Clima acende sinal amarelo para preços da soja
Na semana passada, a oleaginosa encerrou com movimentos alternados
Agrolink
– Leonardo Gottems

Na semana passada, a oleaginosa encerrou com movimentos alternados – Foto: Pixabay
O mercado da soja apresentou comportamento misto na última semana, em um cenário marcado por ajustes nos grãos, menor volatilidade externa e atenção crescente ao clima nos Estados Unidos. Segundo análise da StoneX, a combinação entre fatores climáticos, demanda por óleo de soja e relações comerciais entre China e Estados Unidos segue no centro das decisões dos agentes do setor.

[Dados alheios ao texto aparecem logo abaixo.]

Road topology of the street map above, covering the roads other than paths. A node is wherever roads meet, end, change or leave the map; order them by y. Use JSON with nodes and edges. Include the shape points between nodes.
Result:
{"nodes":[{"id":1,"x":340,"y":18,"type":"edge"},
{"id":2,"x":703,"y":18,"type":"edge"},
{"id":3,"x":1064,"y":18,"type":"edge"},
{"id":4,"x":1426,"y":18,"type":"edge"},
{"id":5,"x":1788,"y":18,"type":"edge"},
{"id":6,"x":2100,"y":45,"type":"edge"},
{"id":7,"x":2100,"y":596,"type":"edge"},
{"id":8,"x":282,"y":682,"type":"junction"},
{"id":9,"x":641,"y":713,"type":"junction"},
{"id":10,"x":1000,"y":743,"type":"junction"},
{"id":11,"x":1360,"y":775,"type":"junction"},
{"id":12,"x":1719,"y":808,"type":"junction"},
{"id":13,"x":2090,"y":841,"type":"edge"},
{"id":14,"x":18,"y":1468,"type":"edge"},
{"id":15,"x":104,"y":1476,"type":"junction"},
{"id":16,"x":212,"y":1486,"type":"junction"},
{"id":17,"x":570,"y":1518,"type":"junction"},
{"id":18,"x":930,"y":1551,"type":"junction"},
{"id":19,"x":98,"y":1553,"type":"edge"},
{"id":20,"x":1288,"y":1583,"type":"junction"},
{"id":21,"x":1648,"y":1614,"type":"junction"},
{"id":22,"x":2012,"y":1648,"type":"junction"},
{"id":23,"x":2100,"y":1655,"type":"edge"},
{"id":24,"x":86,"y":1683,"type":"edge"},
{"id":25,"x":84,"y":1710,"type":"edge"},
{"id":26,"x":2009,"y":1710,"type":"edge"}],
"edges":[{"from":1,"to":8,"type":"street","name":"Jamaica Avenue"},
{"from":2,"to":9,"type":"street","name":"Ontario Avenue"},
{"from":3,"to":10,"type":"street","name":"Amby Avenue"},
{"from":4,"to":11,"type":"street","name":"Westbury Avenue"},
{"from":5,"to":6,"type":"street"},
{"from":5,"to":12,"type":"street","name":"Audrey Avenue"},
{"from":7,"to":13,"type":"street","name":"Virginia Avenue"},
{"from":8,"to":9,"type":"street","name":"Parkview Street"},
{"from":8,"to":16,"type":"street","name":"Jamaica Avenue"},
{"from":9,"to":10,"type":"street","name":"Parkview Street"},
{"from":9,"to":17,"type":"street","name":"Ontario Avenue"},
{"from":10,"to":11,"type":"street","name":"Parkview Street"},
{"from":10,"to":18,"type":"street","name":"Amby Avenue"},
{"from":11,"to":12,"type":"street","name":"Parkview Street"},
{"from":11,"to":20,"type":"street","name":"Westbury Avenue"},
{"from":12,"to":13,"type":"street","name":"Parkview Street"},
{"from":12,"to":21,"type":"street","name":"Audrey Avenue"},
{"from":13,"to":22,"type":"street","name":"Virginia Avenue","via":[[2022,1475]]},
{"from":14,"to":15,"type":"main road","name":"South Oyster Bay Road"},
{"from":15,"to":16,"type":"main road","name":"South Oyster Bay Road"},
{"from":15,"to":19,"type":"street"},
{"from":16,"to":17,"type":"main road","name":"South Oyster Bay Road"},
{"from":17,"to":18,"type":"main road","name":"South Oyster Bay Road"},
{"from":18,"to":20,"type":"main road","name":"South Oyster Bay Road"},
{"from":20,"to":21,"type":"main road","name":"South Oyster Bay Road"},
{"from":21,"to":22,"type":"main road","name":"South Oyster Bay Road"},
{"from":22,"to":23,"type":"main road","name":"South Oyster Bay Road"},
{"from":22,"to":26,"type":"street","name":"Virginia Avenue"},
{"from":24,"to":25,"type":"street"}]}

Na semana passada, a oleaginosa encerrou com movimentos alternados de altas e baixas, refletindo um ambiente de maior cautela. O alívio nas tensões no Oriente Médio contribuiu para reduzir os prêmios de risco no petróleo, o que ajudou a diminuir parte da volatilidade nos mercados agrícolas. A melhora na percepção sobre custos ligados a frete, combustíveis e insumos também favoreceu um ambiente menos pressionado para as commodities.
Nos Estados Unidos, o desenvolvimento da safra continua sendo avaliado como positivo, mas o clima começa a ganhar mais importância na formação dos preços. A expansão de áreas com seca anormal no Meio-Oeste norte-americano ainda não representa um fator dominante, mas pode se tornar mais relevante conforme as lavouras avancem para fases mais sensíveis do ciclo produtivo.
Pelo lado dos fundamentos, o óleo de soja encontrou sustentação na demanda doméstica dos Estados Unidos, especialmente pela força do setor de biocombustíveis. Esse movimento tem mantido as margens de esmagamento em níveis atrativos, o que estimula um ritmo maior de processamento e contribui para dar suporte ao complexo soja.
No comércio internacional, as atenções seguem voltadas para a relação entre China e Estados Unidos. O mercado monitora possíveis novos compromissos de compra, ainda cercados por incertezas. Nesse contexto, o Brasil permanece competitivo, mantendo espaço relevante nas negociações globais da oleaginosa.